ATHLETE. A COMBINATION TROTTING AND SADDLE BRED HORSE FROM GREENBRIER COUNTY, WEST VIRGINIA
There is one point in which the thoroughbred is doubtless superior to the Kentucky saddle-horse. I mean the shoulder. The fault of the Kentucky saddle-horse often is that he is thick in the shoulder. The Kentucky horse would be about perfect if one could give him the shoulder of the thoroughbred; yes, and if one could give him a little heavier bone. No doubt the Kentucky men would say that the proof of the pudding is in the eating, and since the Kentucky horse, as he now is, is about perfect in gaits, there is no occasion to change him. There is reason in this, and yet there are practical advantages in the thoroughbred shoulder. The rider grasps it with his knees more easily than a thicker shoulder. And for women who ride with a side-saddle a deep and slender shoulder and high withers are a necessity; they are needed to hold a side-saddle in place. If the horse is thick-shouldered, the groom must be continually getting off to tighten the girths, which thus have to be made so tight that the animal can scarcely breathe. And then, quite apart from its utility, there is no doubt of the beauty of the thoroughbred shoulder. It is beautiful whether you see it in Jack-pot or Miss Trix, or in some old screw of thoroughbred ancestry that pulls a grocer’s wagon. You will sometimes see about a stable a half-starved, uncared-for animal with a shoulder the memory of which will remain with you for years. That shoulder is entirely the property of the thoroughbred. You never see it except in a thoroughbred or a descendant of thoroughbreds. I do not know whence it comes. It does not appear to come from the Arab, from which are derived most of the characteristics of the thoroughbred. It can come only from the thoroughbred. For this reason I cannot agree with those critics who have opposed the recent action of the Kentucky saddle-horsemen in admitting to registration the product of Kentucky saddle-horses crossed with thoroughbreds. Of course it is to be hoped that breeders will choose those thoroughbreds that are without certain thoroughbred faults.

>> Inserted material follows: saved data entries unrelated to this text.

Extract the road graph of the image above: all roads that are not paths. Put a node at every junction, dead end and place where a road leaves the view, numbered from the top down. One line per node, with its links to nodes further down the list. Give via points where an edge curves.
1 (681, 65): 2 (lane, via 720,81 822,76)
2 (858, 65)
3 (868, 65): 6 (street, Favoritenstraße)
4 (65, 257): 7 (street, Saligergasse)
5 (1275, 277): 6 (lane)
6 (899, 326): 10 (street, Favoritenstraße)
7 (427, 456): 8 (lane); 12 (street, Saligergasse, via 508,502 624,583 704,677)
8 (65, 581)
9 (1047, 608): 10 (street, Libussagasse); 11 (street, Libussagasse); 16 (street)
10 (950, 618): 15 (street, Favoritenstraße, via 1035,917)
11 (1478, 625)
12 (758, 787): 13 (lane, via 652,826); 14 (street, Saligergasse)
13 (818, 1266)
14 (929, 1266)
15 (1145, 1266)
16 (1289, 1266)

Drawn by Joseph Clement Coll
AWARDING THE BLUE RIBBON
There is one purpose for which thoroughbreds are certainly necessary. Hunters must be of thoroughbred blood. There are horses not of thoroughbred blood that can be taught to jump, but a hunter must also be able to run. It is often said that hunting in this country is not serious, and that is probably true. Hunting over timber is too dangerous to be widely and generally practised. It is different from hunting over hedges, which can be broken through. A horse must clear a wood fence if he is to get over it safely. If he strikes the fence with his knees, he may turn a somersault and fall on his rider, and horses cannot be relied upon to clear fences. The most celebrated of English hunters, Assheton Smith, who had made a study of falling and had learned how to fall, had sixty falls the year he was eighty. (By the way, one wonders what kind of horses he rode; they could have done better for him than that in Virginia.) We may be sure he did not have those falls over timber.

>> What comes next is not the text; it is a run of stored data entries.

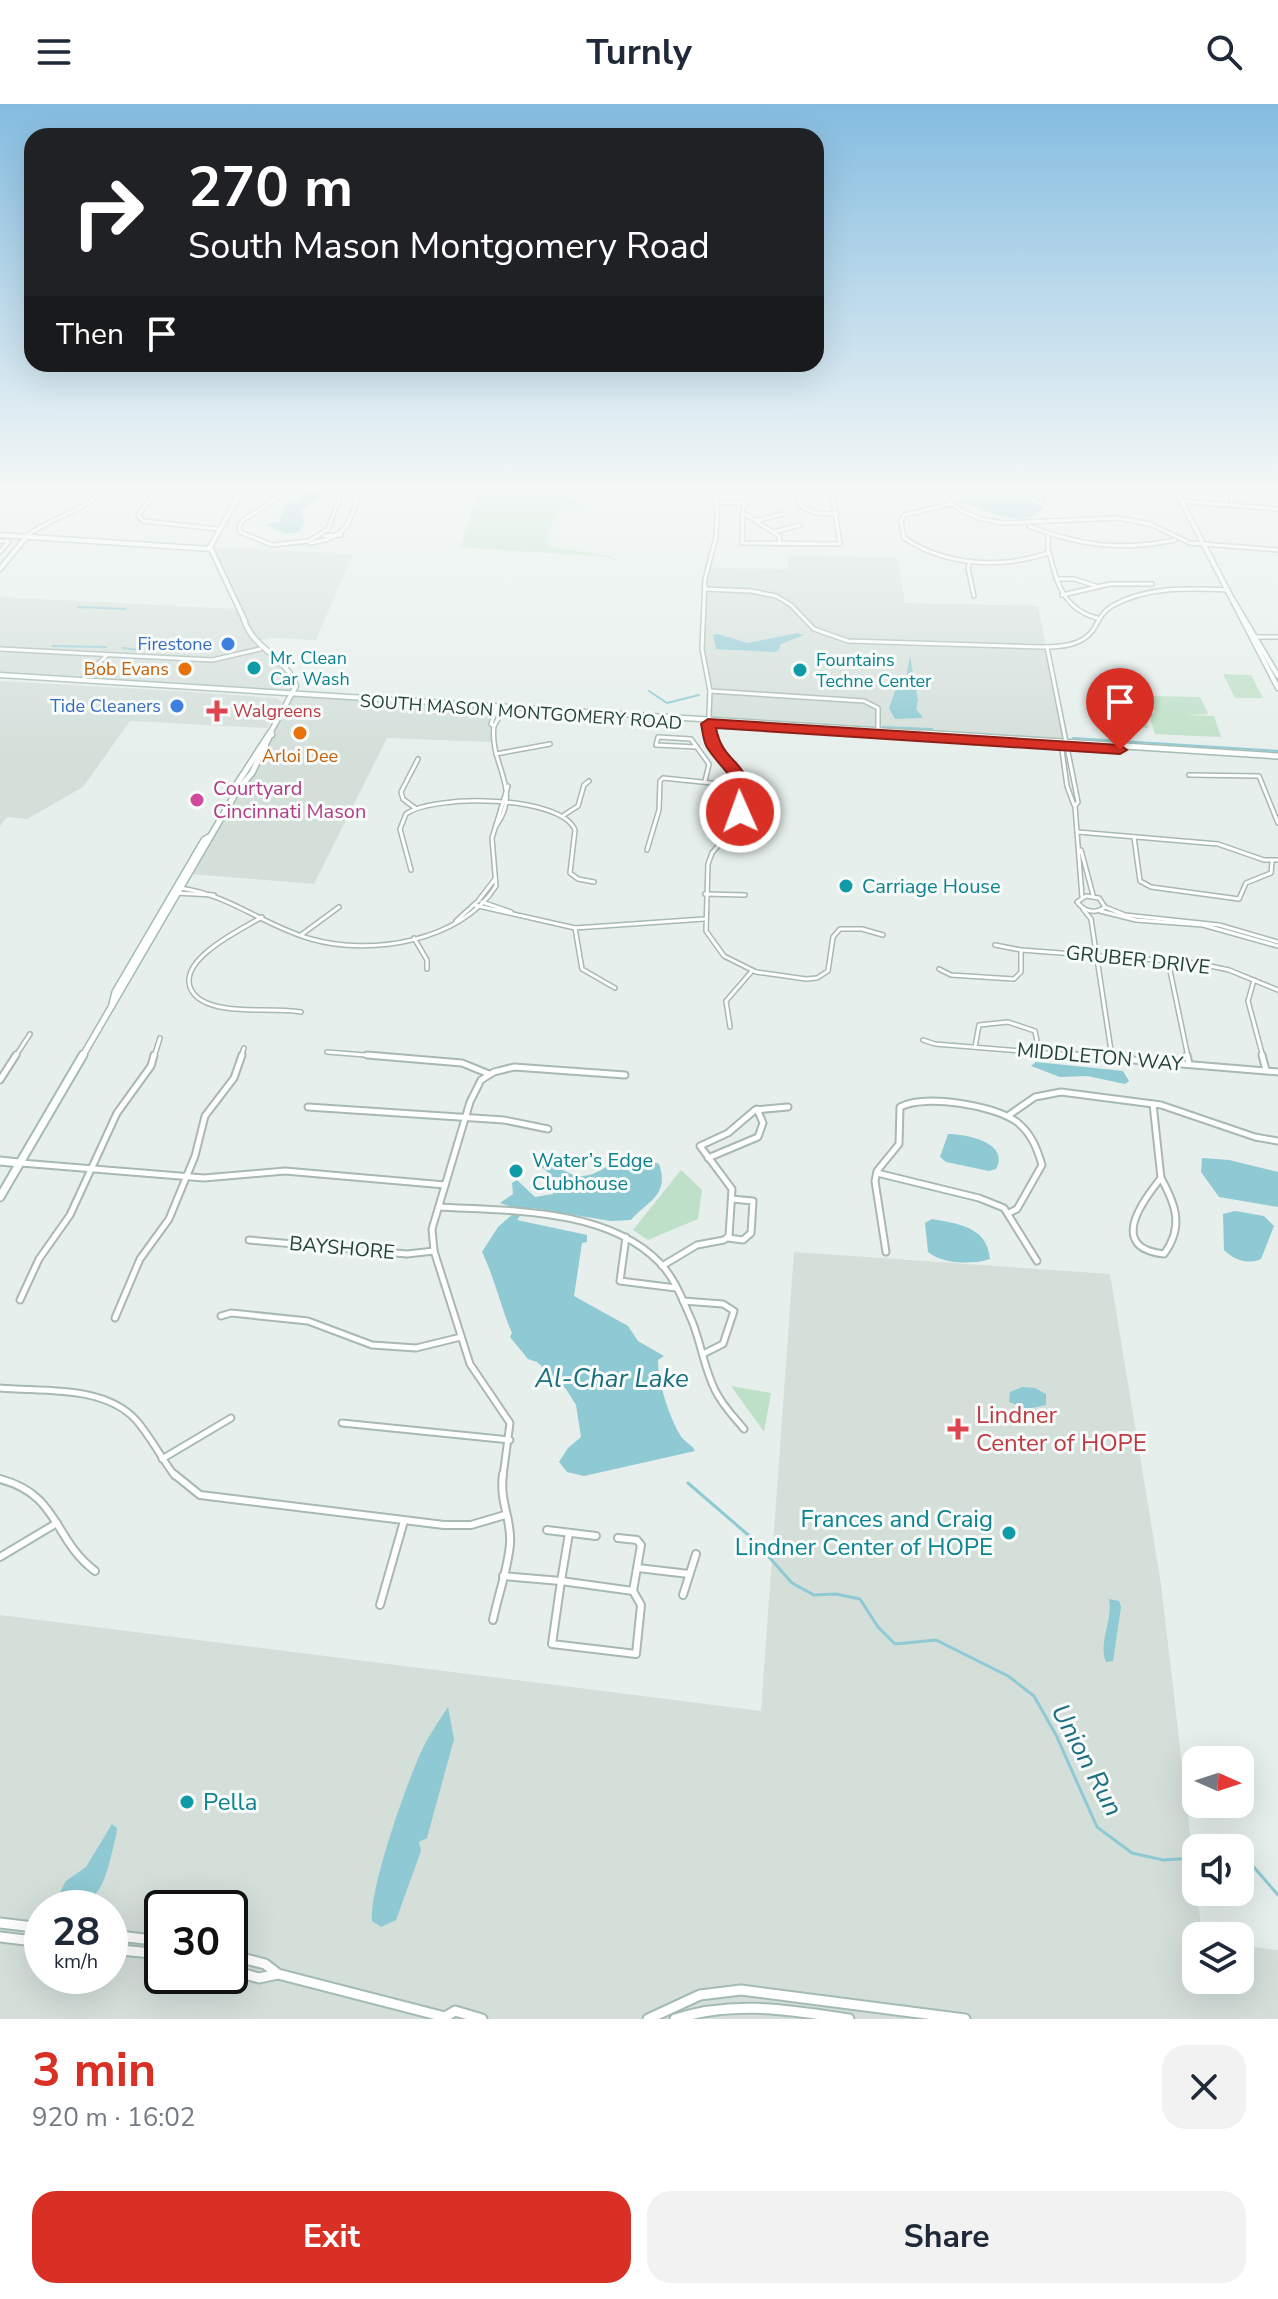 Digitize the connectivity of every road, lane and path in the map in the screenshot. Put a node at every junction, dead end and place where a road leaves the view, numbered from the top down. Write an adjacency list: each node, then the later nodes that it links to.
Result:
1 (224, 576): 17 (main road)
2 (708, 576): 8 (street)
3 (970, 576): 11 (street)
4 (1220, 576): 9 (main road)
5 (1056, 579): 7 (street); 10 (street)
6 (1152, 584): 7 (street)
7 (1097, 587): 10 (street)
8 (705, 589): 15 (street); 25 (street)
9 (1228, 590): 12 (street); 13 (main road)
10 (1062, 595): 12 (street)
11 (974, 596)
12 (1098, 619): 15 (street)
13 (1254, 638): 14 (street); 20 (main road); 24 (main road)
14 (1278, 638)
15 (1047, 647): 31 (street)
16 (0, 649): 18 (street)
17 (260, 649): 18 (street); 26 (main road)
18 (108, 654): 19 (street)
19 (94, 671): 22 (street); 23 (street)
20 (1278, 676)
21 (0, 677): 22 (main road); 26 (main road)
22 (81, 680): 23 (main road)
23 (97, 681): 26 (main road)
24 (1278, 688)
25 (710, 691): 28 (street); 29 (street)
26 (292, 696): 27 (main road, SOUTH MASON MONTGOMERY ROAD); 54 (main road)
27 (500, 709): 28 (main road, SOUTH MASON MONTGOMERY ROAD); 33 (street)
28 (709, 722): 29 (main road, SOUTH MASON MONTGOMERY ROAD); 31 (main road, SOUTH MASON MONTGOMERY ROAD); 39 (street)
29 (878, 731): 31 (main road, SOUTH MASON MONTGOMERY ROAD)
30 (550, 744): 33 (street)
31 (1065, 746): 34 (main road, SOUTH MASON MONTGOMERY ROAD); 45 (street)
32 (697, 747): 32 (street); 38 (street)
33 (496, 754): 41 (street)
34 (1278, 758)
35 (418, 759): 42 (street)
36 (1189, 775): 44 (street)
37 (589, 781): 43 (street)
38 (705, 781): 39 (street); 48 (street)
39 (743, 783): 40 (street); 55 (street)
40 (751, 783)
41 (504, 805): 42 (street); 43 (street); 52 (street)
42 (415, 808): 51 (street)
43 (564, 815): 53 (street)
44 (1278, 823)
45 (1078, 832): 46 (street); 47 (street)
46 (1134, 837): 50 (street); 50 (street)
47 (1081, 849): 57 (street); 58 (street)
48 (647, 850)
49 (1278, 860): 50 (street)
50 (1272, 862)
51 (411, 870)
52 (495, 879): 59 (street); 60 (street)
53 (594, 882)
54 (178, 891): 64 (street); 109 (main road)
55 (705, 894): 56 (street); 65 (street)
56 (745, 895)
57 (1082, 897): 58 (street); 62 (street)
58 (1095, 897): 63 (street)
59 (476, 903): 60 (street); 67 (street)
60 (482, 905): 67 (street); 68 (street)
61 (339, 907): 69 (street)
62 (1083, 909): 63 (street); 66 (street)
63 (1101, 910): 66 (street); 72 (street)
64 (262, 917): 69 (street); 83 (street)
65 (704, 919): 68 (street); 79 (street)
66 (1091, 919): 75 (street)
67 (453, 924): 71 (street)
68 (575, 928): 81 (street)
69 (301, 935): 71 (street)
70 (883, 935): 79 (street)
71 (414, 938): 77 (street)
72 (1278, 944)
73 (995, 945): 74 (street, GRUBER DRIVE)
74 (1021, 950): 75 (street, GRUBER DRIVE); 78 (street)
75 (1097, 955): 76 (street, GRUBER DRIVE); 92 (street)
76 (1168, 961): 80 (street, GRUBER DRIVE); 93 (street)
77 (427, 969)
78 (939, 969)
79 (752, 971): 84 (street)
80 (1254, 980): 82 (street, GRUBER DRIVE); 94 (street)
81 (615, 988)
82 (1278, 990)
83 (301, 1012)
84 (730, 1027)
85 (30, 1034): 98 (street)
86 (160, 1038): 110 (street)
87 (923, 1040): 88 (street, MIDDLETON WAY)
88 (975, 1047): 91 (street, MIDDLETON WAY); 91 (street)
89 (244, 1048): 112 (street)
90 (327, 1052): 96 (street)
91 (1039, 1052): 92 (street, MIDDLETON WAY)
92 (1112, 1058): 93 (street, MIDDLETON WAY)
93 (1189, 1064): 94 (street, MIDDLETON WAY)
94 (1266, 1071): 95 (street, MIDDLETON WAY)
95 (1278, 1072)
96 (489, 1074): 97 (street); 104 (street)
97 (625, 1075)
98 (0, 1080)
99 (1153, 1104): 103 (street); 106 (street); 113 (street)
100 (308, 1107): 104 (street)
101 (788, 1107): 102 (street)
102 (757, 1109): 107 (street); 107 (street)
103 (1009, 1115): 111 (street); 118 (street)
104 (465, 1117): 105 (street); 114 (street)
105 (548, 1129)
106 (1278, 1141)
107 (708, 1158): 116 (street)
108 (0, 1161): 109 (main road)
109 (19, 1163): 110 (street); 115 (main road)
110 (92, 1169): 112 (street); 127 (street)
111 (877, 1173): 118 (street); 123 (street)
112 (185, 1177): 114 (street); 130 (street)
113 (1161, 1178): 113 (street)
114 (445, 1185): 117 (street)
115 (0, 1197)
116 (732, 1199): 120 (street); 120 (street)
117 (439, 1207): 119 (street); 122 (street)
118 (1009, 1213): 124 (street)
119 (626, 1237): 125 (street); 126 (street)
120 (728, 1238): 125 (street)
121 (249, 1240): 122 (street, BAYSHORE)
122 (434, 1251): 131 (street)
123 (886, 1252)
124 (1037, 1261)
125 (662, 1266): 126 (street)
126 (676, 1288): 128 (street)
127 (20, 1300)
128 (683, 1301): 132 (street); 132 (street)
129 (221, 1316): 131 (street)
130 (115, 1318)
131 (461, 1337): 137 (street)
132 (705, 1353): 136 (street)
133 (0, 1388): 138 (street)
134 (231, 1418): 138 (street)
135 (342, 1423): 137 (street)
136 (744, 1429)
137 (510, 1440): 140 (street)
138 (162, 1459): 141 (street)
139 (0, 1479): 142 (street)
140 (505, 1515): 141 (street); 152 (street)
141 (404, 1521): 156 (street)
142 (57, 1523): 148 (street); 150 (street)
143 (547, 1530): 144 (street)
144 (569, 1533): 145 (street); 153 (street)
145 (596, 1536)
146 (618, 1538): 149 (street)
147 (696, 1554): 151 (street)
148 (0, 1557)
149 (638, 1568): 151 (street); 154 (street)
150 (95, 1571)
151 (689, 1574): 155 (street)
152 (503, 1576): 153 (street); 157 (street)
153 (561, 1581): 154 (street); 154 (street)
154 (633, 1591)
155 (683, 1595)
156 (380, 1605)
157 (493, 1620)
158 (0, 1923): 159 (main road)
159 (24, 1926)
160 (0, 1937): 161 (main road)
161 (24, 1940)
162 (248, 1960): 163 (main road)
163 (278, 1974): 164 (main road); 165 (main road)
164 (248, 1975)
165 (446, 2018): 166 (main road)
166 (482, 2019)
167 (648, 2019): 170 (main road)
168 (675, 2019): 169 (main road)
169 (849, 2019)
170 (965, 2019)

But it is not certain that hunting has no considerable future in this country. Knowing what the spirit of sport has accomplished here within the memory of most of us, there is no saying what it may yet do. I have sometimes wondered why some such large preserves of land, stretches of forest and meadow as are taken by clubs for shooting and fishing, are not set apart for hunting, in which it would be possible to hunt the stag and the fox or even to revive sports more old fashioned.

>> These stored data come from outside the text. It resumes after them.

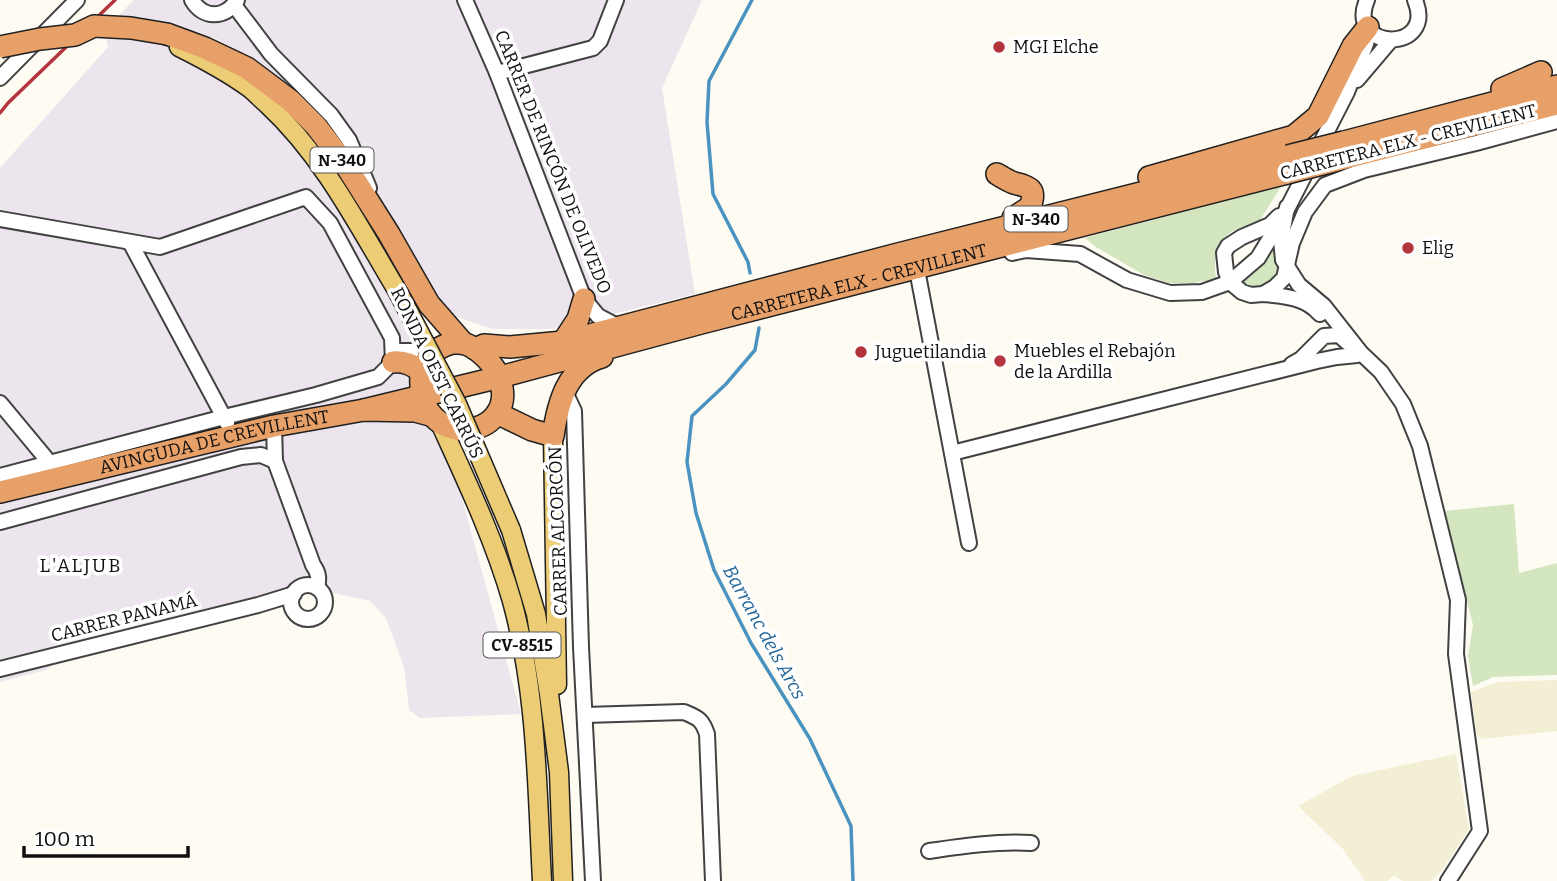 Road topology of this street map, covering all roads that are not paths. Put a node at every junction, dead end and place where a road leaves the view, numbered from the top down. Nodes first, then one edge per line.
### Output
1 (77, 0) edge
2 (192, 0) edge
3 (465, 0) edge
4 (616, 0) edge
5 (1367, 0) edge
6 (236, 2) edge
7 (1421, 3) edge
8 (1369, 29) junction
9 (169, 39) junction
10 (1391, 40) junction
11 (0, 47) edge
12 (497, 73) junction
13 (0, 78) edge
14 (1549, 79) edge
15 (1348, 92) junction
16 (1557, 104) edge
17 (1557, 120) edge
18 (1437, 135) junction
19 (1288, 164) junction
20 (997, 174) dead end
21 (1287, 207) junction
22 (1013, 218) junction
23 (0, 219) edge
24 (388, 234) junction
25 (130, 242) junction
26 (160, 247) junction
27 (902, 253) junction
28 (1286, 265) junction
29 (147, 273) junction
30 (918, 275) junction
31 (1230, 282) junction
32 (787, 293) junction
33 (821, 293) junction
34 (1263, 294) junction
35 (584, 299) junction
36 (1310, 304) junction
37 (699, 315) junction
38 (619, 327) junction
39 (1335, 327) junction
40 (659, 335) junction
41 (563, 342) junction
42 (469, 346) junction
43 (434, 351) junction
44 (1356, 351) junction
45 (1315, 354) junction
46 (393, 357) junction
47 (421, 371) junction
48 (500, 377) junction
49 (570, 382) junction
50 (0, 404) edge
51 (431, 411) junction
52 (497, 413) junction
53 (229, 426) junction
54 (274, 426) junction
55 (553, 436) junction
56 (575, 444) junction
57 (952, 453) junction
58 (275, 461) junction
59 (55, 471) junction
60 (0, 476) edge
61 (0, 492) edge
62 (0, 522) edge
63 (970, 542) dead end
64 (305, 589) junction
65 (258, 605) junction
66 (295, 613) junction
67 (0, 669) edge
68 (584, 715) junction
69 (559, 772) junction
70 (1031, 843) dead end
71 (929, 851) dead end
72 (542, 881) edge
73 (563, 881) edge
74 (593, 881) edge
75 (713, 881) edge
76 (1448, 881) edge

1 - 13 street
2 - 6 street
3 - 12 street, CARRER DE RINCÓN DE OLIVEDO
4 - 12 street
5 - 8 street
6 - 24 street
7 - 10 street
8 - 10 street
8 - 15 street
8 - 22 highway
9 - 11 highway, RONDA OEST CARRÚS / N-340, bridge
9 - 24 highway, RONDA OEST CARRÚS / N-340
9 - 69 main road, RONDA OEST CARRÚS / CV-8515, bridge
10 - 15 street
12 - 35 street, CARRER DE RINCÓN DE OLIVEDO
14 - 19 highway, CARRETERA ELX - CREVILLENT / N-340, bridge
15 - 21 street
16 - 18 highway, CARRETERA ELX - CREVILLENT / N-340
17 - 18 street
17 - 28 street
18 - 19 highway, CARRETERA ELX - CREVILLENT / N-340, bridge
19 - 27 highway, CARRETERA ELX - CREVILLENT / N-340
19 - 33 highway, CARRETERA ELX - CREVILLENT / N-340
20 - 22 highway
21 - 28 street
21 - 31 street
21 - 31 street
22 - 27 highway
23 - 25 street
24 - 42 highway, RONDA OEST CARRÚS / N-340
25 - 26 street
25 - 29 street
26 - 29 street
26 - 46 street
27 - 32 highway, CARRETERA ELX - CREVILLENT / N-340
28 - 34 street
28 - 39 street
29 - 53 street
30 - 31 street
30 - 33 street
30 - 57 street
31 - 34 street
32 - 33 highway, CARRETERA ELX - CREVILLENT / N-340
32 - 37 highway, CARRETERA ELX - CREVILLENT / N-340
34 - 36 street
35 - 38 street, CARRER DE RINCÓN DE OLIVEDO
35 - 41 highway
36 - 39 street
36 - 45 street
37 - 38 highway, CARRETERA ELX - CREVILLENT / N-340
37 - 40 highway, CARRETERA ELX - CREVILLENT / N-340
38 - 41 highway, CARRETERA ELX - CREVILLENT / N-340
39 - 44 street
39 - 45 street
40 - 48 highway, CARRETERA ELX - CREVILLENT / N-340
40 - 49 highway
41 - 42 highway, CARRETERA ELX - CREVILLENT / N-340
42 - 43 highway, CARRETERA ELX - CREVILLENT
42 - 48 highway, RONDA OEST CARRÚS
43 - 46 street
43 - 47 highway
44 - 45 street
44 - 76 street
45 - 57 street
46 - 47 highway
46 - 53 street, AVINGUDA DE CREVILLENT
47 - 51 highway
48 - 51 highway, CARRETERA ELX - CREVILLENT / N-340
48 - 52 highway
49 - 55 highway
49 - 56 street, CARRER ALCORCÓN
50 - 59 street
51 - 52 highway, AVINGUDA DE CREVILLENT
51 - 54 highway, AVINGUDA DE CREVILLENT / N-340
51 - 72 main road, RONDA OEST CARRÚS / CV-8515
52 - 55 highway
53 - 54 highway, AVINGUDA DE CREVILLENT / N-340
53 - 59 highway, AVINGUDA DE CREVILLENT / N-340
54 - 58 street
55 - 56 street
55 - 69 main road
56 - 68 street, CARRER ALCORCÓN
57 - 63 street
58 - 62 street, AVINGUDA DE CREVILLENT
58 - 64 street
59 - 60 street, AVINGUDA DE CREVILLENT
59 - 61 highway, AVINGUDA DE CREVILLENT / N-340
64 - 65 street, CARRER PANAMÁ
64 - 66 street
64 - 66 street
65 - 66 street, CARRER PANAMÁ
65 - 67 street, CARRER PANAMÁ
68 - 74 street, CARRER ALCORCÓN
68 - 75 street
69 - 73 main road, RONDA OEST CARRÚS / CV-8515
70 - 71 street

I lately found a hunting-man in Virginia, a nice fellow and a gentleman, who has a whole valley to himself in which to pursue the fox. He has his own pack of hounds, and as his business is training hunters, he has always in his stable half a dozen animals he can use. To be sure he does not own the valley, a beautiful one; but he is quite as well off as though he did, for there are no wire fences, the timber fences are not too plentiful, and he tells me he can always start a fox. He hunts entirely alone, and does not mind the lack of company. He happens to be afflicted with an infirmity of speech, which makes the society of all but a few of his fellow-creatures irksome to him. This kind of sport was a new idea to me, who had always thought of hunting as done in company and with the accompaniment of red coats and blowing horns and the like. It struck me as a pretty idea, quite like Fitz-James’s pursuit of the stag in the first canto of “The Lady of the Lake.” This gentleman rides mostly thoroughbreds. He told me that he found it more and more necessary to ride thoroughbreds, or, at any rate, horses as clean bred as he could get them, for the reason that they are now breeding faster hounds than formerly. I wondered why they should breed faster dogs unless at the same time they bred faster foxes.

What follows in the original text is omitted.